A recent survey by U.S. Bank revealed that 50 percent of those polled carried cash on them less than half of the time, and, when they did carry cash, almost half had less than $20 in their pockets and a whopping 76 percent carried less than $50.
That can spell trouble for vendors who only accept cash and are competing against concessions, merch tables, and other vendors. A POS option can capture sales by those who don’t have enough cash on hand.
Don’t Forget the Future
Yes, your immediate goal is to sell products during the event, but that doesn’t mean you can’t leverage your time there to build your brand and potentially secure future sales. Offer a variety of ways for concert consumers to gain access to your wares long after the concert by clearly displaying social media handles, obtaining emails for newsletters and mailing lists, handing out business cards with purchase, or offering concert specific promos (e.g., event specific coupons or promo codes that can be redeemed for discounts later).

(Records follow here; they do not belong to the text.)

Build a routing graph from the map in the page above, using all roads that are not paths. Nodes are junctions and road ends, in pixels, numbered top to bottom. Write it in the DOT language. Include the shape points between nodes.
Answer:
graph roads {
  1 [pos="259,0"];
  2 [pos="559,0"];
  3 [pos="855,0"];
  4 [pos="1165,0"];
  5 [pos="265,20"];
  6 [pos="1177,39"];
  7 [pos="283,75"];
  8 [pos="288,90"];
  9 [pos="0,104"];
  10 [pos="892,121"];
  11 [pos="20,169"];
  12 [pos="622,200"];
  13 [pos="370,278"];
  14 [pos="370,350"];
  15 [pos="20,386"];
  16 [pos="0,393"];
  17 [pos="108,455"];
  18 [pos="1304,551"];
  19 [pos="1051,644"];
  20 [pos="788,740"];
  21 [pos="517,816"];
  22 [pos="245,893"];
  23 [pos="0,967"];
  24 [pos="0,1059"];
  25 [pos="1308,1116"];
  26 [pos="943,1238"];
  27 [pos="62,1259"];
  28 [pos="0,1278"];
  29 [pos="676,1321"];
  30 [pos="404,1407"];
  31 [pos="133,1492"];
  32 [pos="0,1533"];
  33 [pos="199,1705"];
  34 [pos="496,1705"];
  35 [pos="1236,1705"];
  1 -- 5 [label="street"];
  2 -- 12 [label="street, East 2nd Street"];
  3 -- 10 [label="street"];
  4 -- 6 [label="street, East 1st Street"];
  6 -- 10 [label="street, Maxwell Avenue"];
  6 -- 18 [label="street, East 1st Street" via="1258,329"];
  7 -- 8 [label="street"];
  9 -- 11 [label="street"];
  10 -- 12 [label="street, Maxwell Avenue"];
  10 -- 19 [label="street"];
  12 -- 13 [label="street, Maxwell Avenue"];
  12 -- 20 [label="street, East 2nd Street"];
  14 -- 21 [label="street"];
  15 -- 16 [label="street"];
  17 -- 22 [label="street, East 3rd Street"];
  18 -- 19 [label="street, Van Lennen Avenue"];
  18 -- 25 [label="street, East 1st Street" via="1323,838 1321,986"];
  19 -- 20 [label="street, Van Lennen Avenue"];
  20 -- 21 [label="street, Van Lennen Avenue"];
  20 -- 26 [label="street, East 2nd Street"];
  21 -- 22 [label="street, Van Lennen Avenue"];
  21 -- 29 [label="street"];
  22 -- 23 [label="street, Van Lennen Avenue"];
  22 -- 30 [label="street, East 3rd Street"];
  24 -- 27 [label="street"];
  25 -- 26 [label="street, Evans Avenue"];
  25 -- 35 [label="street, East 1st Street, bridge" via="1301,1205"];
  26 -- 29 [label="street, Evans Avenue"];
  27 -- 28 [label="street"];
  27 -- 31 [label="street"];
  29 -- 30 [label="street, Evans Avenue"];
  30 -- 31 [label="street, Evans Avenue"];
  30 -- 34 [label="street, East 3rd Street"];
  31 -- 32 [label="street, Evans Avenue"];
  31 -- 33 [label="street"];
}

Remember the Little Things
Sometimes it’s the small things that make a big difference: adequate lighting and tables/shelves to properly showcase product, bags for purchased items, and change for those who do use cash. These things may not be at the top of your list but leaving them behind can make your life harder and create a poor customer experience.
Before you head to the venue, account for all the little yet important pieces of a retail and transaction experience.
A concert is an excellent opportunity to get out in front of a new and engaged audience, and many small business owners and artisans find that attendance is well worth the effort. But to maximize your time there, make sure you get a general idea of who is attending (and how many) and what product to bring. And of course, don’t forget the logistical items, like a way to accept funds and all those little extras that make for a smooth shopping experience.